I returned to working in universities – Liverpool Hope, University of Manchester and finally at Manchester Metropolitan University. My last post was initially as lead for STEM, which I enjoyed in many ways, but universities are challenging places to be.
I moved to my current role at the Scottish Qualifications Authority in 2018, where I manage all of the science and mathematics qualifications development amongst other things. I have a wonderful team of people who do their jobs to the very best of their ability, whatever the challenges.
And why mathematics? I suppose because I always loved it when I was at school. Mathematics was my first love and so I was very pleased to teach it. It’s very different to teaching science as you’ve got less to worry about – scissors, glue and tape measures – whereas science can be more challenging with all that glass equipment! Both are cognitively challenging, which makes them difficult both to teach and to learn.

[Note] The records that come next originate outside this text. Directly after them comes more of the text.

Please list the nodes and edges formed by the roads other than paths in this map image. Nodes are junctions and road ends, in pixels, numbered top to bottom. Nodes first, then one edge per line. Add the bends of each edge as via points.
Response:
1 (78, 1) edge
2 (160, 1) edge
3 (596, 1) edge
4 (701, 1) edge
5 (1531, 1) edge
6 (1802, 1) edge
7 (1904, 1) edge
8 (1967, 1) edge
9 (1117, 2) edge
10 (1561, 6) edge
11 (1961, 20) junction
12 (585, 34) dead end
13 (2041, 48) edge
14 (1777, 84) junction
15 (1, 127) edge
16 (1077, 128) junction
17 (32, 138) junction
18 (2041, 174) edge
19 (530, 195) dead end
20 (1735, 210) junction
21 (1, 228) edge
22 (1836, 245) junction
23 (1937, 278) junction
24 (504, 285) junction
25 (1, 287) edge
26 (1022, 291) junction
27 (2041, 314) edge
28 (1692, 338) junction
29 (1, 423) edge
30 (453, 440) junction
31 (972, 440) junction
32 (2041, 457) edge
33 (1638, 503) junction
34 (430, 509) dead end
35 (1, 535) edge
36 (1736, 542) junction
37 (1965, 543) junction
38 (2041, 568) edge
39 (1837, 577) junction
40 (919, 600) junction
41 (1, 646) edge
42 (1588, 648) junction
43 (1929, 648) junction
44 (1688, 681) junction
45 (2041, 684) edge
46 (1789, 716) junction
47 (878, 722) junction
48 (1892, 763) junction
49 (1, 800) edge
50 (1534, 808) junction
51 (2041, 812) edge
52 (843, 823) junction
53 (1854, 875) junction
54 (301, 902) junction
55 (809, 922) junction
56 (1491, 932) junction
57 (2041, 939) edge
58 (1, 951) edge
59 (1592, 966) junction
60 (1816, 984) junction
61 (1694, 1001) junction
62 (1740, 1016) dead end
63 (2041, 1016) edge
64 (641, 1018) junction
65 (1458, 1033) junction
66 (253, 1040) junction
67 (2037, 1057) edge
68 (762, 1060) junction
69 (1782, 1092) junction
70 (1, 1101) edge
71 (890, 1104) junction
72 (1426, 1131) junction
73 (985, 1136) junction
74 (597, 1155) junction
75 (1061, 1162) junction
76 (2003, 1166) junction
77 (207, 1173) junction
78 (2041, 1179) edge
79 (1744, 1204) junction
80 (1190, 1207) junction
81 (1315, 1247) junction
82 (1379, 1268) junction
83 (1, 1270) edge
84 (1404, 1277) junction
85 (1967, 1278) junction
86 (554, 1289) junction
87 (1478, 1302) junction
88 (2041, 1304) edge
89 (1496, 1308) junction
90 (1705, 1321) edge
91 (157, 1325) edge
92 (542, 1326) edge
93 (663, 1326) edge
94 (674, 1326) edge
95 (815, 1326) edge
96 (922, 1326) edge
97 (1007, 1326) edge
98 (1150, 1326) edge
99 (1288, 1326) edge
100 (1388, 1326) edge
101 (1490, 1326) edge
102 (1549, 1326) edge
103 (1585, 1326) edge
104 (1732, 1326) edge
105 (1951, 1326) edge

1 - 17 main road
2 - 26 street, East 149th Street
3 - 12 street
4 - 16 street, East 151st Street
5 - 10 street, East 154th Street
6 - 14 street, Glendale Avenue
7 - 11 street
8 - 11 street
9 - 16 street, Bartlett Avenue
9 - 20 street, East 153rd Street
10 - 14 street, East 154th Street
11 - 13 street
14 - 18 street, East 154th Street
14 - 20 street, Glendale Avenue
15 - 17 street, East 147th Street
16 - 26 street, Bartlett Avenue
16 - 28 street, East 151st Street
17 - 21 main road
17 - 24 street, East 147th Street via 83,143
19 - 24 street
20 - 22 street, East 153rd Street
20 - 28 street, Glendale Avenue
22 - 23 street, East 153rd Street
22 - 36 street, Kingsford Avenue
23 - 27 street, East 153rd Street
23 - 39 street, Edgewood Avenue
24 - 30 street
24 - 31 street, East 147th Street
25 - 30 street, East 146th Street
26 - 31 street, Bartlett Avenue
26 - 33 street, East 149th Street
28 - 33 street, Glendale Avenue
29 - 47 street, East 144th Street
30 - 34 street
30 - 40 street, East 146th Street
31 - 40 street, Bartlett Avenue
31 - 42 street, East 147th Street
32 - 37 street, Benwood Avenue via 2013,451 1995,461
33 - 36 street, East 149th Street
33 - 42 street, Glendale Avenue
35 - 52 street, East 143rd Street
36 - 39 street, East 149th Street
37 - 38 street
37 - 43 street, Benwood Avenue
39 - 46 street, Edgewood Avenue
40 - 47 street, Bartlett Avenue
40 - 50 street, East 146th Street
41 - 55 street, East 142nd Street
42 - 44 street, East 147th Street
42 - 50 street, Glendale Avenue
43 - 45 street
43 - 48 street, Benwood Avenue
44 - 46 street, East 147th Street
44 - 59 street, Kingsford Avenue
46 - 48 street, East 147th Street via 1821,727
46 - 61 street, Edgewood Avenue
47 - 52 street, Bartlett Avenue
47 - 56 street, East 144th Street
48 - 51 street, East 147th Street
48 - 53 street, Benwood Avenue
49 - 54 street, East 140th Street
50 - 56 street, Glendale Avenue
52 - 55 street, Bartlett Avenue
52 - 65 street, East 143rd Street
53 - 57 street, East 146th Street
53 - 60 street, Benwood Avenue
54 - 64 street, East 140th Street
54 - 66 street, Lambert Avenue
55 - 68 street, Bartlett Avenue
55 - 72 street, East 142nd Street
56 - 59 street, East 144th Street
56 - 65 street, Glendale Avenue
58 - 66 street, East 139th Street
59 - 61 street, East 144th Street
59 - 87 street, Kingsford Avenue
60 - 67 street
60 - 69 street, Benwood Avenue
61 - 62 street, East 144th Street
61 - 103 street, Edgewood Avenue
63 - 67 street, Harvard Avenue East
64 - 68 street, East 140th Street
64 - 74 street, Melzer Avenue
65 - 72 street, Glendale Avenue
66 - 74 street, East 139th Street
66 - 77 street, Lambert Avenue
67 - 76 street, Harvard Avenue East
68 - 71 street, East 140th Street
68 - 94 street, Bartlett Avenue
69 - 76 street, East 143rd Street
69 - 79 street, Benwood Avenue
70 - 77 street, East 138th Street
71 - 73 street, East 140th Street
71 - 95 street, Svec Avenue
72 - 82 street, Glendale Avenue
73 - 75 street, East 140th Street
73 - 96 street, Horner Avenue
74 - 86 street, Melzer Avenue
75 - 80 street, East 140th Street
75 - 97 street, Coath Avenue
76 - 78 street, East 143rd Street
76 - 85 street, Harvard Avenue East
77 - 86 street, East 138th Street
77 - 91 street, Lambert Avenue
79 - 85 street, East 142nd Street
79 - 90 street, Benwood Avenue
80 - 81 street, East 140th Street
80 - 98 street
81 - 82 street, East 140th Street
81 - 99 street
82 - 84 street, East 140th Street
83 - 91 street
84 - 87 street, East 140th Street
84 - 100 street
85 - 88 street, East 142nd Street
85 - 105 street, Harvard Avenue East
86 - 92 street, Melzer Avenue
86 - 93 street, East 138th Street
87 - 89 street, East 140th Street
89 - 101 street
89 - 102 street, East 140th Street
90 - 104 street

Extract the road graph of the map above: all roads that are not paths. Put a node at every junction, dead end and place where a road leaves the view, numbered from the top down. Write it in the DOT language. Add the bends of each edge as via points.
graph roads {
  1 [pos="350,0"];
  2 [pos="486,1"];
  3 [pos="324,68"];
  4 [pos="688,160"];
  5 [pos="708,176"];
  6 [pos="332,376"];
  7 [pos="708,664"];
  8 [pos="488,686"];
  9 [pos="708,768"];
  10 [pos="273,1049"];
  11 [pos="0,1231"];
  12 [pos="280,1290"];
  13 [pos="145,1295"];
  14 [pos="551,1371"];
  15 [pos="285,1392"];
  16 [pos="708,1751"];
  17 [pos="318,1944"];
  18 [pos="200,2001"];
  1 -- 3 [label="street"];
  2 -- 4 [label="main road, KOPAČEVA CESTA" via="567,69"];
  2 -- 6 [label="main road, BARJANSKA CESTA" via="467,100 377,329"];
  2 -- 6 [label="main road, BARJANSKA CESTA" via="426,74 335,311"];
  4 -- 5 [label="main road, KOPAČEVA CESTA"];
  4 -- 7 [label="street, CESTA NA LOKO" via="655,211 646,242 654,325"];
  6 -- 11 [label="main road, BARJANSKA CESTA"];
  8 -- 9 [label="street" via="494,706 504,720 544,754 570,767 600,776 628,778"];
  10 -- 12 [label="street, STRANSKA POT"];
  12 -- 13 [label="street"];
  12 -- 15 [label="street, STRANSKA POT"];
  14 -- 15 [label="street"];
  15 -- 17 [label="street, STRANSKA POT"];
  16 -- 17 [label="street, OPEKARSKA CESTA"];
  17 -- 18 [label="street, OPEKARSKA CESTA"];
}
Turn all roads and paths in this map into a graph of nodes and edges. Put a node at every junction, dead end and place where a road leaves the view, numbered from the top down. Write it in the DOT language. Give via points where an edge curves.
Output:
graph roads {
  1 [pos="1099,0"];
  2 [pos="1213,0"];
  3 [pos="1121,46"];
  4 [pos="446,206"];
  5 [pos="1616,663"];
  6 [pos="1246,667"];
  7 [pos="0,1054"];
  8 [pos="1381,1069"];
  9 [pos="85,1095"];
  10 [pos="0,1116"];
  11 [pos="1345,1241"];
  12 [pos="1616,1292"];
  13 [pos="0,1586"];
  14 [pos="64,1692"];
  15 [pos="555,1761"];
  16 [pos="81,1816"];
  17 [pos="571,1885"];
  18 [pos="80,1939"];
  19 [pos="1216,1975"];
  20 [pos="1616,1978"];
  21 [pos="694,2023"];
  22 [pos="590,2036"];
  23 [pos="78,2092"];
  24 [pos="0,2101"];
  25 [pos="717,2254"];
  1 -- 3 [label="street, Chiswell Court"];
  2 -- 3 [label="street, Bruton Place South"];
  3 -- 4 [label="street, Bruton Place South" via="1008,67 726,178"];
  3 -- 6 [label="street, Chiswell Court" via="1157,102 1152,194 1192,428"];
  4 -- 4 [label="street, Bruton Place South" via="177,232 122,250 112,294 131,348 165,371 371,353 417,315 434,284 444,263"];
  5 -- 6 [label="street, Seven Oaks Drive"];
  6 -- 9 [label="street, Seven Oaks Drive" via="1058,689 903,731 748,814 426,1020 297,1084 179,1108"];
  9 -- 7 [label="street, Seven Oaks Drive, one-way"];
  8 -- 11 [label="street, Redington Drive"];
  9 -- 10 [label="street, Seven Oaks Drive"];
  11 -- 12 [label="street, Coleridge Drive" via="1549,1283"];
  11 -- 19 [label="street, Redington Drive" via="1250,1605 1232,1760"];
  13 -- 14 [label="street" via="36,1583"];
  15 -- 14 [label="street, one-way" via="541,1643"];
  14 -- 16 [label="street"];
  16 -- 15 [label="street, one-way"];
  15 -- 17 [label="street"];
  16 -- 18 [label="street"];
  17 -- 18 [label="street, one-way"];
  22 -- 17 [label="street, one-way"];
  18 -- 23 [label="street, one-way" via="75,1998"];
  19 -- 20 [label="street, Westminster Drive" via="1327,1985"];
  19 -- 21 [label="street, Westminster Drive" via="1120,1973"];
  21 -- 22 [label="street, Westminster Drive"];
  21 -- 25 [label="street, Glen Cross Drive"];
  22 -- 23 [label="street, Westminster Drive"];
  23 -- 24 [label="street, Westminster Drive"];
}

Throughout my career, I’ve been very heavily involved with the professional associations, the subject associations, so the Association of Teachers of Mathematics (ATM), the Institute of Mathematics and its Applications, and other organisations where I’ve been involved in various committees. I’ve been involved as a volunteer and trustee, helping to run the organisation because I think community is so important. Being part of a professional community really helps you in your career and helps you learn.
Looking ahead to the talk – ‘Using Origami in the Mathematics Classroom’
There is a book called Learning Mathematics with Origami that’s been published by the Association of Teachers of Mathematics and there will certainly be some elements from that. It’s about the power of practical activity for bringing mathematics to life and helping to develop an understanding of mathematical ideas as diverse as symmetry and fractions, as well as providing context.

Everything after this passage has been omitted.